R. David Zvi Hoffmann (Melamed Le-Ho'il 1:53) was asked about some sort of exercise on Shabbos that I believe was done in secular schools on Shabbos (there is a long footnote in German or Yiddish explaining what it is but I don't understand it). He ruled that one should not permit this exercise. However, in a place where people already do this, one should not forbid it because it all depends on the type of exercise and one's intentions (and there is an additional consideration of causing anti-semitism). (Cf. Responsa Maharshag 2:93 and She'arim Metzuyanim Ba-Halakhah 90:1 that if you are forced to do it in school, it is assumed that it is not fun for everyone.)
R. Eliezer Waldenberg (Tzitz Eliezer 6:4) addresses whether one may use some sort of home gym equipment on Shabbos. He considers this to be heavy exercise that induces sweat, which is prohibited according to both Rashi and the Rambam.

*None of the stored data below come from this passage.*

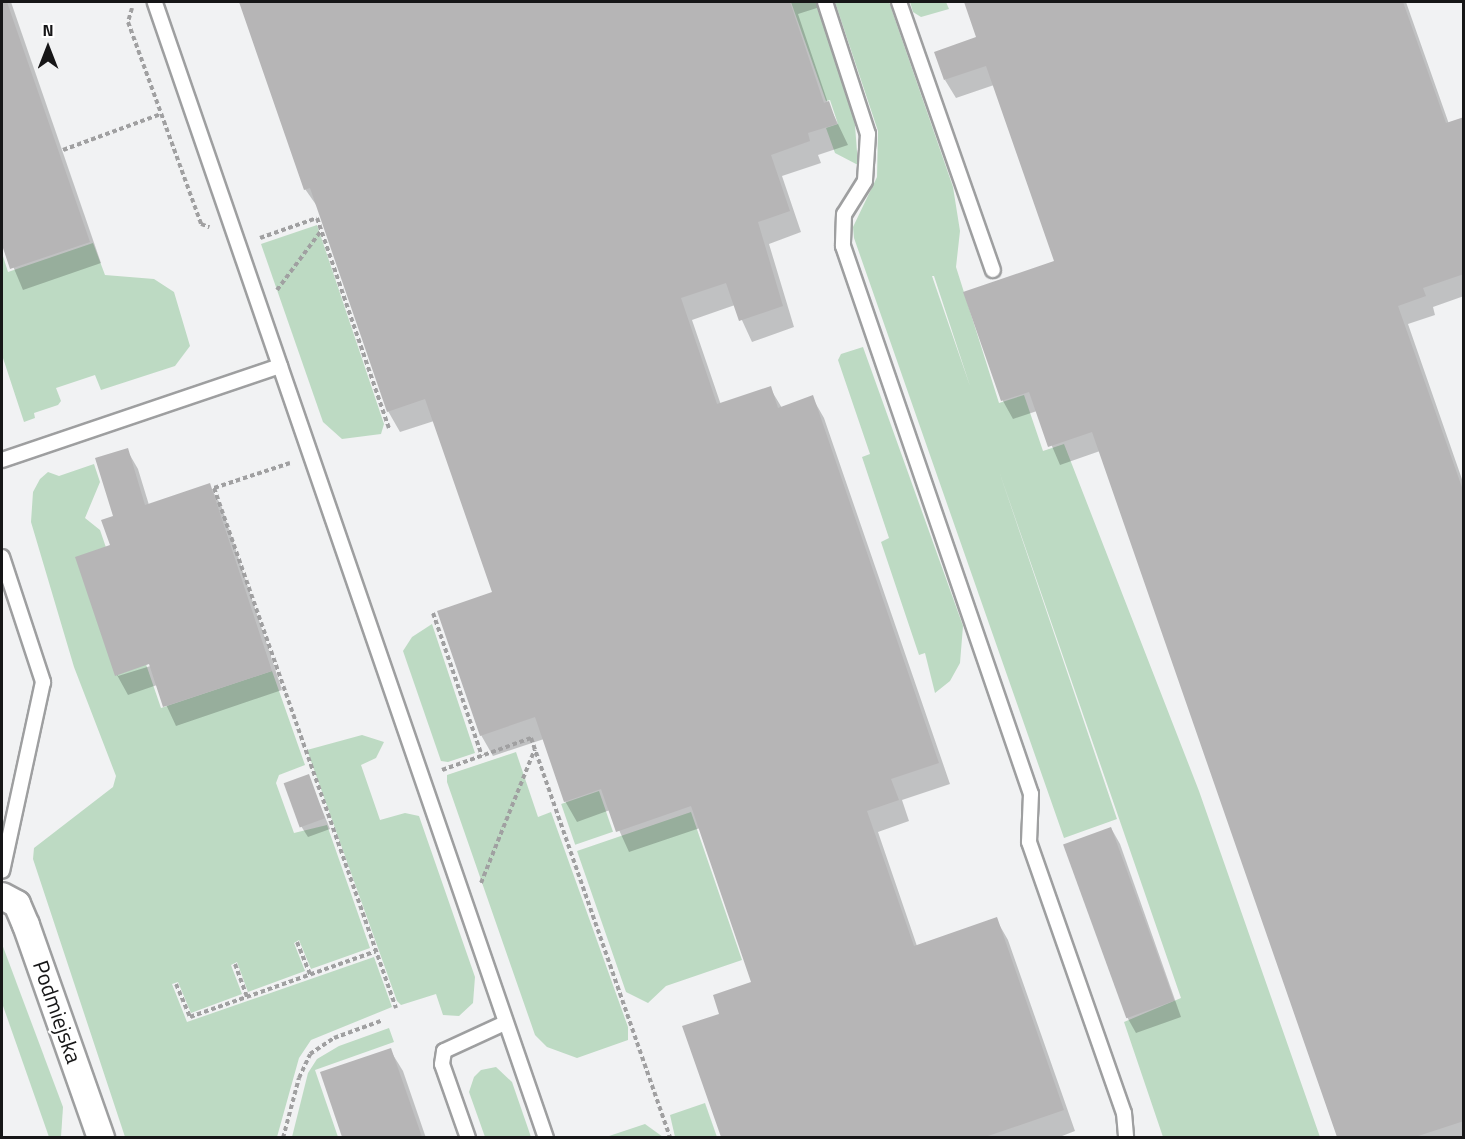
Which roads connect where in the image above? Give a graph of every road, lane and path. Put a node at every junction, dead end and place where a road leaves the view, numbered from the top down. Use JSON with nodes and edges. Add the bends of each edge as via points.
{"nodes":[{"id":1,"x":155,"y":2,"type":"edge"},
{"id":2,"x":825,"y":2,"type":"edge"},
{"id":3,"x":899,"y":2,"type":"edge"},
{"id":4,"x":161,"y":114,"type":"dead end"},
{"id":5,"x":63,"y":150,"type":"dead end"},
{"id":6,"x":321,"y":231,"type":"junction"},
{"id":7,"x":254,"y":240,"type":"dead end"},
{"id":8,"x":993,"y":270,"type":"dead end"},
{"id":9,"x":273,"y":294,"type":"dead end"},
{"id":10,"x":280,"y":366,"type":"junction"},
{"id":11,"x":389,"y":428,"type":"dead end"},
{"id":12,"x":312,"y":456,"type":"junction"},
{"id":13,"x":2,"y":460,"type":"edge"},
{"id":14,"x":2,"y":557,"type":"edge"},
{"id":15,"x":433,"y":613,"type":"dead end"},
{"id":16,"x":535,"y":748,"type":"junction"},
{"id":17,"x":482,"y":756,"type":"junction"},
{"id":18,"x":439,"y":771,"type":"dead end"},
{"id":19,"x":2,"y":871,"type":"edge"},
{"id":20,"x":479,"y":886,"type":"dead end"},
{"id":21,"x":2,"y":896,"type":"edge"},
{"id":22,"x":297,"y":942,"type":"dead end"},
{"id":23,"x":376,"y":951,"type":"junction"},
{"id":24,"x":235,"y":964,"type":"dead end"},
{"id":25,"x":310,"y":975,"type":"junction"},
{"id":26,"x":176,"y":984,"type":"dead end"},
{"id":27,"x":247,"y":997,"type":"junction"},
{"id":28,"x":396,"y":1008,"type":"dead end"},
{"id":29,"x":381,"y":1021,"type":"dead end"},
{"id":30,"x":505,"y":1023,"type":"junction"},
{"id":31,"x":101,"y":1137,"type":"edge"},
{"id":32,"x":283,"y":1137,"type":"edge"},
{"id":33,"x":468,"y":1137,"type":"edge"},
{"id":34,"x":546,"y":1137,"type":"edge"},
{"id":35,"x":670,"y":1137,"type":"edge"},
{"id":36,"x":1126,"y":1137,"type":"edge"}],
"edges":[{"from":1,"to":10,"type":"lane"},
{"from":2,"to":36,"type":"lane","via":[[868,134],[865,181],[844,214],[843,246],[1031,794],[1029,842],[1124,1113]]},
{"from":3,"to":8,"type":"lane"},
{"from":4,"to":5,"type":"path"},
{"from":6,"to":7,"type":"path","via":[[317,218]]},
{"from":6,"to":9,"type":"path"},
{"from":6,"to":11,"type":"path"},
{"from":10,"to":12,"type":"lane"},
{"from":10,"to":13,"type":"lane"},
{"from":12,"to":23,"type":"path","via":[[214,488]]},
{"from":12,"to":30,"type":"lane"},
{"from":14,"to":19,"type":"lane","via":[[43,682]]},
{"from":15,"to":17,"type":"path"},
{"from":16,"to":17,"type":"path","via":[[531,738]]},
{"from":16,"to":20,"type":"path"},
{"from":16,"to":35,"type":"path"},
{"from":17,"to":18,"type":"path"},
{"from":21,"to":31,"type":"street","name":"Podmiejska","via":[[16,904],[26,925]]},
{"from":22,"to":25,"type":"path"},
{"from":23,"to":25,"type":"path"},
{"from":23,"to":28,"type":"path"},
{"from":24,"to":27,"type":"path"},
{"from":25,"to":27,"type":"path"},
{"from":26,"to":27,"type":"path","via":[[190,1017]]},
{"from":29,"to":32,"type":"path","via":[[334,1038],[310,1054],[299,1078]]},
{"from":30,"to":33,"type":"lane","via":[[444,1051],[442,1064]]},
{"from":30,"to":34,"type":"lane"}]}
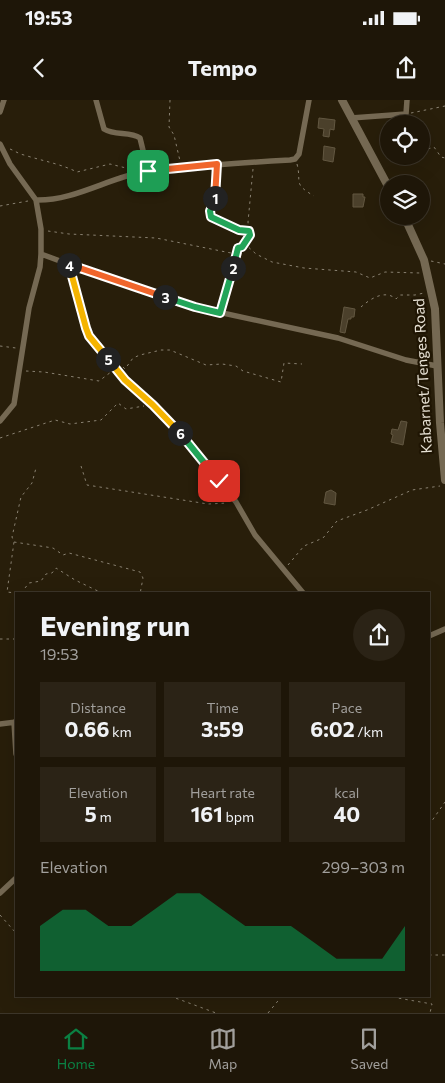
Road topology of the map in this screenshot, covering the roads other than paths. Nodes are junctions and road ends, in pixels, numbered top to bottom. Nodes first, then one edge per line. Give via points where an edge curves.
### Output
1 (4, 100) edge
2 (96, 100) edge
3 (309, 100) edge
4 (342, 100) edge
5 (406, 100) edge
6 (0, 112) edge
7 (351, 118) junction
8 (0, 144) edge
9 (148, 171) junction
10 (382, 175) edge
11 (36, 200) junction
12 (408, 225) edge
13 (41, 254) junction
14 (68, 264) junction
15 (437, 366) junction
16 (0, 421) edge
17 (445, 480) edge
18 (302, 592) edge
19 (445, 629) edge
20 (430, 636) edge
21 (15, 722) edge
22 (0, 724) edge
23 (15, 879) edge
24 (0, 893) edge

1 - 6 street
2 - 9 street via 104,129 140,138
3 - 9 street via 299,154 295,159
4 - 7 street
5 - 7 street via 406,114
7 - 10 street
8 - 11 street via 22,183
9 - 11 street via 82,192
11 - 13 street
12 - 15 street, Kabarnet/Tenges Road via 429,274 435,310
13 - 14 street
13 - 16 street via 28,308 14,404
14 - 15 street via 195,307 329,336 406,360
14 - 18 street via 89,336 125,380 175,427 236,502 255,535
15 - 17 street, Kabarnet/Tenges Road
19 - 20 street
21 - 22 street
23 - 24 street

He also adds the view of the Ramban (Commentary to Lev. 18:21) that there is a positive commandment of "Shabbason" -- to rest on Shabbos -- and such exercise is contrary to that commandment (on this Ramban, see this article of mine).
R. Yehoshua Neuwirth writes in Shemiras Shabbos Ke-Hilkhasah (24:22):
a. One may not do strenuous physical exercises on Shabbath.R. Gersion Appel writes in The Concise Code of Jewish Law (vol. 2, p. 351, n. 3):
b. Nor may one engage in muscle-building exercises with the aid of spring-fitted, physical-training apparatus.
c. One may do simple exercises with one's hand, even if one's purpose in so doing is to relieve or alleviate pains.
One is permitted to go walking, but not running or jogging. Youths who enjoy jumping and running may do so on the Sabbath, as this is their enjoyment. One is not permitted to do exercises on the Sabbath that involve physical exertion and are intended to work up a sweat and tire oneself. Some permit one to follow a daily routine of calisthenics intended to maintain physical fitness. One may do breathing exercises to correct an impairment. One may use a small, hand exerciser to strengthen the hand and the fingers.